*What you should do:* What is the number of lines in the entries that contain the word "ВИШНЕВИЙ"? Reply with that number only.
────────────────────────────────────────
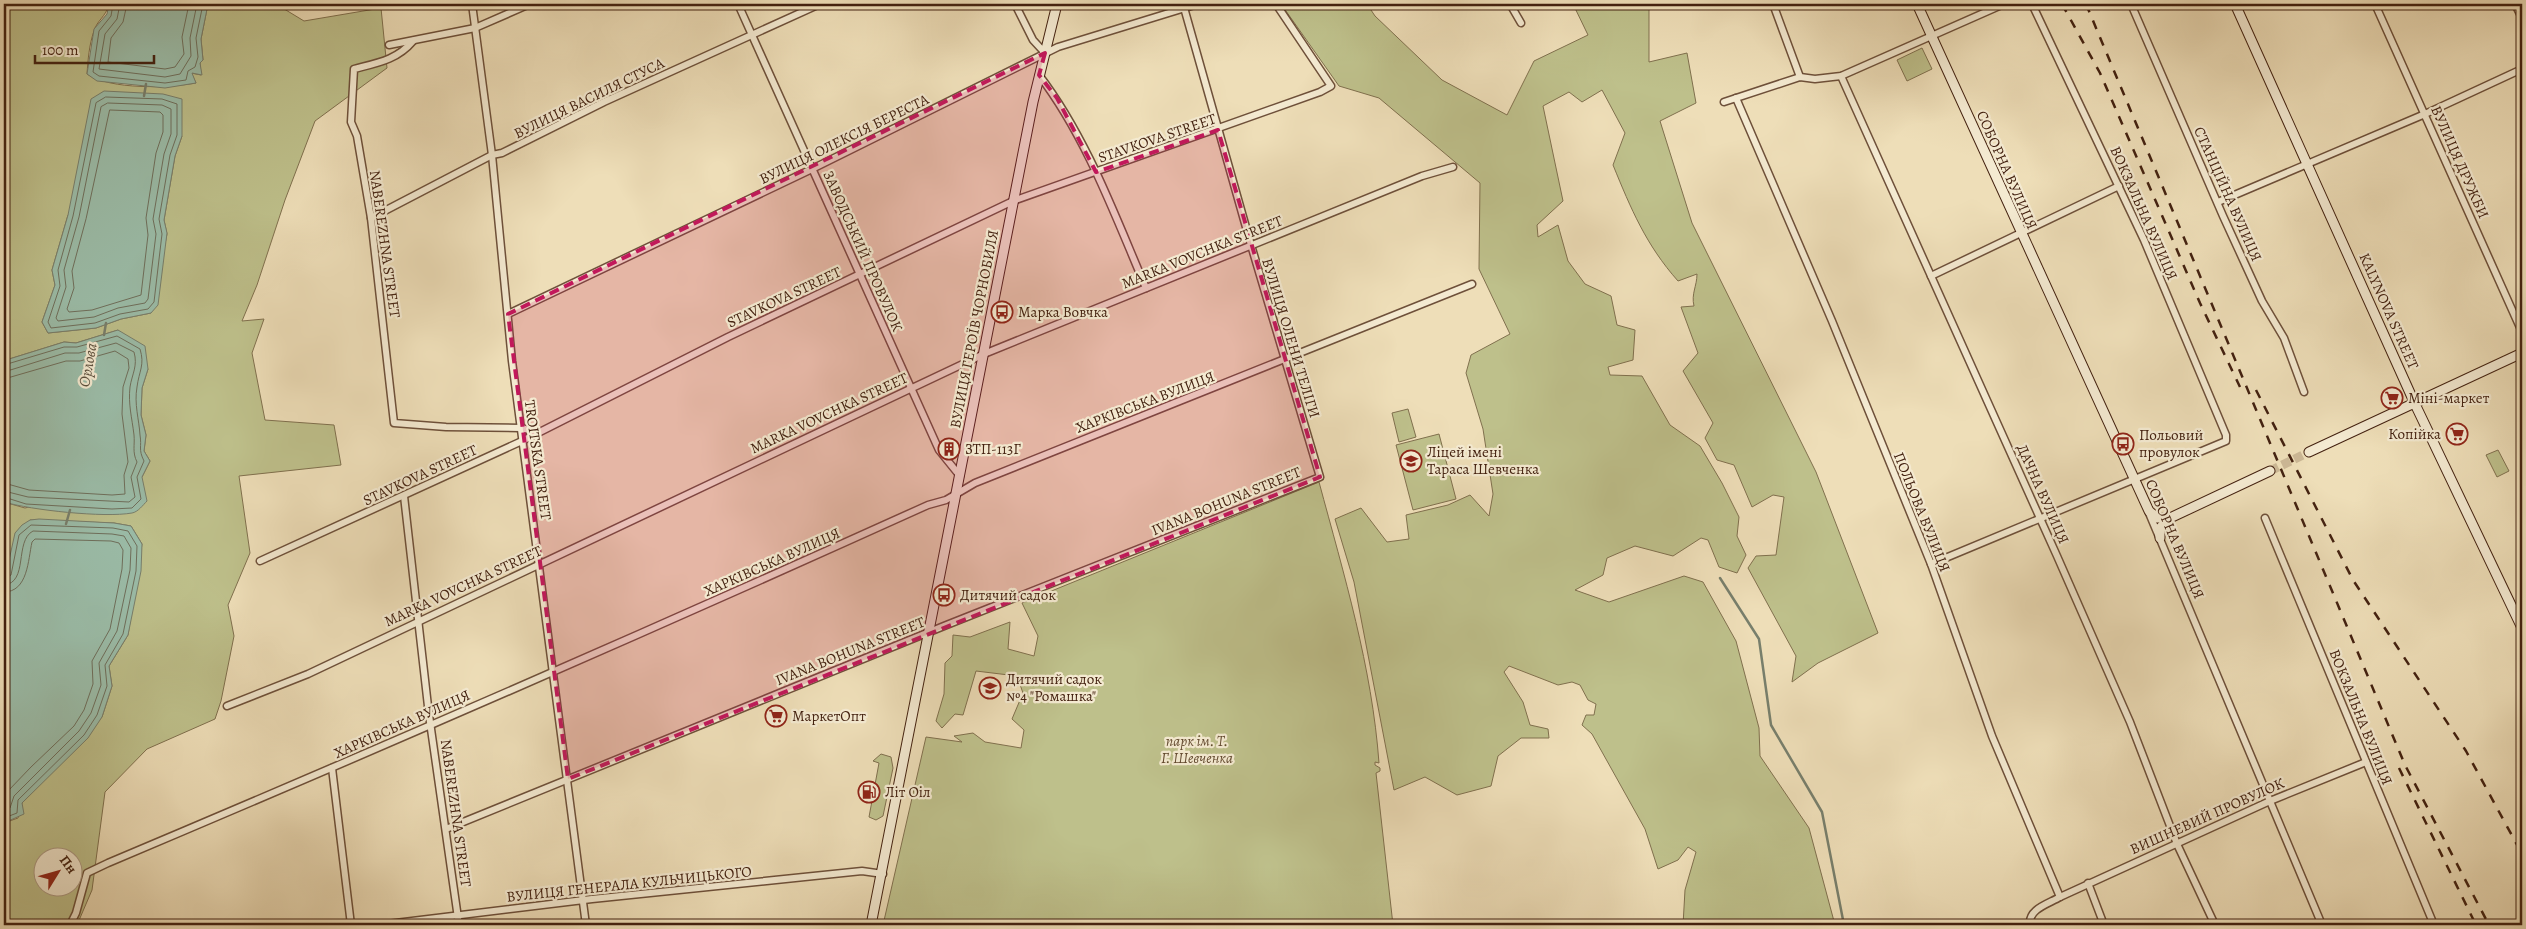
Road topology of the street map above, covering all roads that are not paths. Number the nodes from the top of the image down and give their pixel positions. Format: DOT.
graph roads {
  1 [pos="472,4"];
  2 [pos="530,4"];
  3 [pos="738,4"];
  4 [pos="820,4"];
  5 [pos="1015,4"];
  6 [pos="1057,4"];
  7 [pos="1198,4"];
  8 [pos="1276,4"];
  9 [pos="1510,4"];
  10 [pos="1773,4"];
  11 [pos="1917,4"];
  12 [pos="2004,4"];
  13 [pos="2032,4"];
  14 [pos="2131,4"];
  15 [pos="2235,4"];
  16 [pos="2375,4"];
  17 [pos="2516,4"];
  18 [pos="1183,6"];
  19 [pos="2522,18"];
  20 [pos="1521,23"];
  21 [pos="475,28"];
  22 [pos="751,35"];
  23 [pos="1932,36"];
  24 [pos="413,41"];
  25 [pos="389,45"];
  26 [pos="1045,53"];
  27 [pos="2522,69"];
  28 [pos="1039,75"];
  29 [pos="1841,76"];
  30 [pos="1800,77"];
  31 [pos="1736,98"];
  32 [pos="1724,102"];
  33 [pos="2425,114"];
  34 [pos="1218,130"];
  35 [pos="492,155"];
  36 [pos="2307,165"];
  37 [pos="1453,166"];
  38 [pos="812,169"];
  39 [pos="1096,172"];
  40 [pos="2119,186"];
  41 [pos="1013,202"];
  42 [pos="2218,202"];
  43 [pos="371,218"];
  44 [pos="2021,233"];
  45 [pos="1250,245"];
  46 [pos="860,275"];
  47 [pos="1931,276"];
  48 [pos="1472,284"];
  49 [pos="1146,288"];
  50 [pos="508,314"];
  51 [pos="2522,332"];
  52 [pos="2522,353"];
  53 [pos="984,354"];
  54 [pos="1284,360"];
  55 [pos="910,388"];
  56 [pos="2304,392"];
  57 [pos="2415,404"];
  58 [pos="521,428"];
  59 [pos="538,432"];
  60 [pos="522,440"];
  61 [pos="2309,452"];
  62 [pos="2270,471"];
  63 [pos="960,476"];
  64 [pos="1320,477"];
  65 [pos="2135,481"];
  66 [pos="956,494"];
  67 [pos="404,496"];
  68 [pos="2149,511"];
  69 [pos="2170,518"];
  70 [pos="2265,518"];
  71 [pos="2040,519"];
  72 [pos="2160,538"];
  73 [pos="260,561"];
  74 [pos="540,564"];
  75 [pos="1931,564"];
  76 [pos="419,621"];
  77 [pos="2522,628"];
  78 [pos="929,632"];
  79 [pos="553,671"];
  80 [pos="227,706"];
  81 [pos="431,725"];
  82 [pos="2366,762"];
  83 [pos="332,768"];
  84 [pos="568,779"];
  85 [pos="2270,801"];
  86 [pos="446,829"];
  87 [pos="2177,844"];
  88 [pos="883,874"];
  89 [pos="2088,884"];
  90 [pos="2060,897"];
  91 [pos="583,900"];
  92 [pos="458,917"];
  93 [pos="70,925"];
  94 [pos="351,925"];
  95 [pos="379,925"];
  96 [pos="459,925"];
  97 [pos="586,925"];
  98 [pos="871,925"];
  99 [pos="2030,925"];
  100 [pos="2104,925"];
  101 [pos="2215,925"];
  102 [pos="2322,925"];
  103 [pos="2434,925"];
  1 -- 21 [label="street, TROITSKA STREET"];
  2 -- 21 [label="street"];
  3 -- 22 [label="street, ЗАВОДСЬКИЙ ПРОВУЛОК"];
  4 -- 22 [label="street, ВУЛИЦЯ ВАСИЛЯ СТУСА"];
  5 -- 26 [label="street"];
  6 -- 26 [label="street, ВУЛИЦЯ ГЕРОЇВ ЧОРНОБИЛЯ"];
  7 -- 18 [label="street, ВУЛИЦЯ ОЛЕКСІЯ БЕРЕСТА"];
  8 -- 34 [label="street, STAVKOVA STREET"];
  9 -- 20 [label="street"];
  10 -- 30 [label="street"];
  11 -- 23 [label="street, СОБОРНА ВУЛИЦЯ"];
  12 -- 23 [label="street"];
  13 -- 40 [label="street, ВОКЗАЛЬНА ВУЛИЦЯ"];
  14 -- 42 [label="street, СТАНЦІЙНА ВУЛИЦЯ"];
  15 -- 36 [label="street, KALYNOVA STREET"];
  16 -- 33 [label="street, ВУЛИЦЯ ДРУЖБИ"];
  17 -- 19 [label="street"];
  18 -- 26 [label="street, ВУЛИЦЯ ОЛЕКСІЯ БЕРЕСТА"];
  18 -- 34 [label="street, ВУЛИЦЯ ОЛЕНИ ТЕЛІГИ"];
  21 -- 24 [label="street"];
  21 -- 35 [label="street, TROITSKA STREET"];
  22 -- 35 [label="street, ВУЛИЦЯ ВАСИЛЯ СТУСА"];
  22 -- 38 [label="street, ЗАВОДСЬКИЙ ПРОВУЛОК"];
  23 -- 29 [label="street"];
  23 -- 44 [label="street, СОБОРНА ВУЛИЦЯ"];
  24 -- 25 [label="street"];
  24 -- 43 [label="street, NABEREZHNA STREET"];
  26 -- 28 [label="street, ВУЛИЦЯ ГЕРОЇВ ЧОРНОБИЛЯ"];
  26 -- 38 [label="street, ВУЛИЦЯ ОЛЕКСІЯ БЕРЕСТА"];
  27 -- 33 [label="street"];
  28 -- 39 [label="street"];
  28 -- 41 [label="street, ВУЛИЦЯ ГЕРОЇВ ЧОРНОБИЛЯ"];
  29 -- 30 [label="street"];
  29 -- 47 [label="street, ДАЧНА ВУЛИЦЯ"];
  30 -- 31 [label="street"];
  31 -- 32 [label="street"];
  31 -- 75 [label="street, ПОЛЬОВА ВУЛИЦЯ"];
  33 -- 36 [label="street"];
  33 -- 51 [label="street, ВУЛИЦЯ ДРУЖБИ"];
  34 -- 39 [label="street, STAVKOVA STREET"];
  34 -- 45 [label="street, ВУЛИЦЯ ОЛЕНИ ТЕЛІГИ"];
  35 -- 43 [label="street, ВУЛИЦЯ ВАСИЛЯ СТУСА"];
  35 -- 50 [label="street, TROITSKA STREET"];
  36 -- 42 [label="street"];
  36 -- 57 [label="street, KALYNOVA STREET"];
  37 -- 45 [label="street, MARKA VOVCHKA STREET"];
  38 -- 46 [label="street, ЗАВОДСЬКИЙ ПРОВУЛОК"];
  38 -- 50 [label="street, ВУЛИЦЯ ОЛЕКСІЯ БЕРЕСТА"];
  39 -- 41 [label="street, STAVKOVA STREET"];
  39 -- 49 [label="street"];
  40 -- 44 [label="street"];
  40 -- 65 [label="street, ВОКЗАЛЬНА ВУЛИЦЯ"];
  41 -- 46 [label="street, STAVKOVA STREET"];
  41 -- 53 [label="street, ВУЛИЦЯ ГЕРОЇВ ЧОРНОБИЛЯ"];
  42 -- 56 [label="street, СТАНЦІЙНА ВУЛИЦЯ"];
  43 -- 58 [label="street, NABEREZHNA STREET"];
  44 -- 47 [label="street"];
  44 -- 65 [label="street, СОБОРНА ВУЛИЦЯ"];
  45 -- 49 [label="street, MARKA VOVCHKA STREET"];
  45 -- 54 [label="street, ВУЛИЦЯ ОЛЕНИ ТЕЛІГИ"];
  46 -- 55 [label="street, ЗАВОДСЬКИЙ ПРОВУЛОК"];
  46 -- 59 [label="street, STAVKOVA STREET"];
  47 -- 71 [label="street, ДАЧНА ВУЛИЦЯ"];
  48 -- 54 [label="street, ХАРКІВСЬКА ВУЛИЦЯ"];
  49 -- 53 [label="street, MARKA VOVCHKA STREET"];
  50 -- 58 [label="street, TROITSKA STREET"];
  52 -- 57 [label="street"];
  53 -- 55 [label="street, MARKA VOVCHKA STREET"];
  53 -- 63 [label="street, ВУЛИЦЯ ГЕРОЇВ ЧОРНОБИЛЯ"];
  54 -- 64 [label="street, ВУЛИЦЯ ОЛЕНИ ТЕЛІГИ"];
  54 -- 66 [label="street, ХАРКІВСЬКА ВУЛИЦЯ"];
  55 -- 63 [label="street, ЗАВОДСЬКИЙ ПРОВУЛОК"];
  55 -- 74 [label="street, MARKA VOVCHKA STREET"];
  57 -- 61 [label="street"];
  57 -- 77 [label="street, KALYNOVA STREET"];
  58 -- 59 [label="street"];
  58 -- 60 [label="street, TROITSKA STREET"];
  59 -- 60 [label="street, STAVKOVA STREET"];
  60 -- 67 [label="street, STAVKOVA STREET"];
  60 -- 74 [label="street, TROITSKA STREET"];
  62 -- 69 [label="street"];
  63 -- 66 [label="street, ВУЛИЦЯ ГЕРОЇВ ЧОРНОБИЛЯ"];
  64 -- 78 [label="street, IVANA BOHUNA STREET"];
  65 -- 68 [label="street, СОБОРНА ВУЛИЦЯ"];
  65 -- 71 [label="street"];
  66 -- 78 [label="street, ВУЛИЦЯ ГЕРОЇВ ЧОРНОБИЛЯ"];
  66 -- 79 [label="street, ХАРКІВСЬКА ВУЛИЦЯ"];
  67 -- 73 [label="street, STAVKOVA STREET"];
  67 -- 76 [label="street, NABEREZHNA STREET"];
  68 -- 69 [label="street"];
  68 -- 72 [label="street, СОБОРНА ВУЛИЦЯ"];
  69 -- 72 [label="street"];
  70 -- 82 [label="street, ВОКЗАЛЬНА ВУЛИЦЯ"];
  71 -- 75 [label="street"];
  71 -- 87 [label="street, ДАЧНА ВУЛИЦЯ"];
  72 -- 85 [label="street, СОБОРНА ВУЛИЦЯ"];
  74 -- 76 [label="street, MARKA VOVCHKA STREET"];
  74 -- 79 [label="street, TROITSKA STREET"];
  75 -- 90 [label="street, ПОЛЬОВА ВУЛИЦЯ"];
  76 -- 80 [label="street, MARKA VOVCHKA STREET"];
  76 -- 81 [label="street, NABEREZHNA STREET"];
  78 -- 84 [label="street, IVANA BOHUNA STREET"];
  78 -- 88 [label="street, ВУЛИЦЯ ГЕРОЇВ ЧОРНОБИЛЯ"];
  79 -- 81 [label="street, ХАРКІВСЬКА ВУЛИЦЯ"];
  79 -- 84 [label="street, TROITSKA STREET"];
  81 -- 83 [label="street, ХАРКІВСЬКА ВУЛИЦЯ"];
  81 -- 86 [label="street, NABEREZHNA STREET"];
  82 -- 85 [label="street, ВИШНЕВИЙ ПРОВУЛОК"];
  82 -- 103 [label="street, ВОКЗАЛЬНА ВУЛИЦЯ"];
  83 -- 93 [label="street, ХАРКІВСЬКА ВУЛИЦЯ"];
  83 -- 94 [label="street"];
  84 -- 86 [label="street, IVANA BOHUNA STREET"];
  84 -- 91 [label="street, TROITSKA STREET"];
  85 -- 87 [label="street, ВИШНЕВИЙ ПРОВУЛОК"];
  85 -- 102 [label="street, СОБОРНА ВУЛИЦЯ"];
  86 -- 92 [label="street, NABEREZHNA STREET"];
  87 -- 89 [label="street, ВИШНЕВИЙ ПРОВУЛОК"];
  87 -- 101 [label="street, ДАЧНА ВУЛИЦЯ"];
  88 -- 91 [label="street, ВУЛИЦЯ ГЕНЕРАЛА КУЛЬЧИЦЬКОГО"];
  88 -- 98 [label="street, ВУЛИЦЯ ГЕРОЇВ ЧОРНОБИЛЯ"];
  89 -- 90 [label="street, ВИШНЕВИЙ ПРОВУЛОК"];
  89 -- 100 [label="street"];
  90 -- 99 [label="street"];
  91 -- 92 [label="street, ВУЛИЦЯ ГЕНЕРАЛА КУЛЬЧИЦЬКОГО"];
  91 -- 97 [label="street, TROITSKA STREET"];
  92 -- 95 [label="street, ВУЛИЦЯ ГЕНЕРАЛА КУЛЬЧИЦЬКОГО"];
  92 -- 96 [label="street, NABEREZHNA STREET"];
}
────────────────────────────────────────
*Task solution:* 4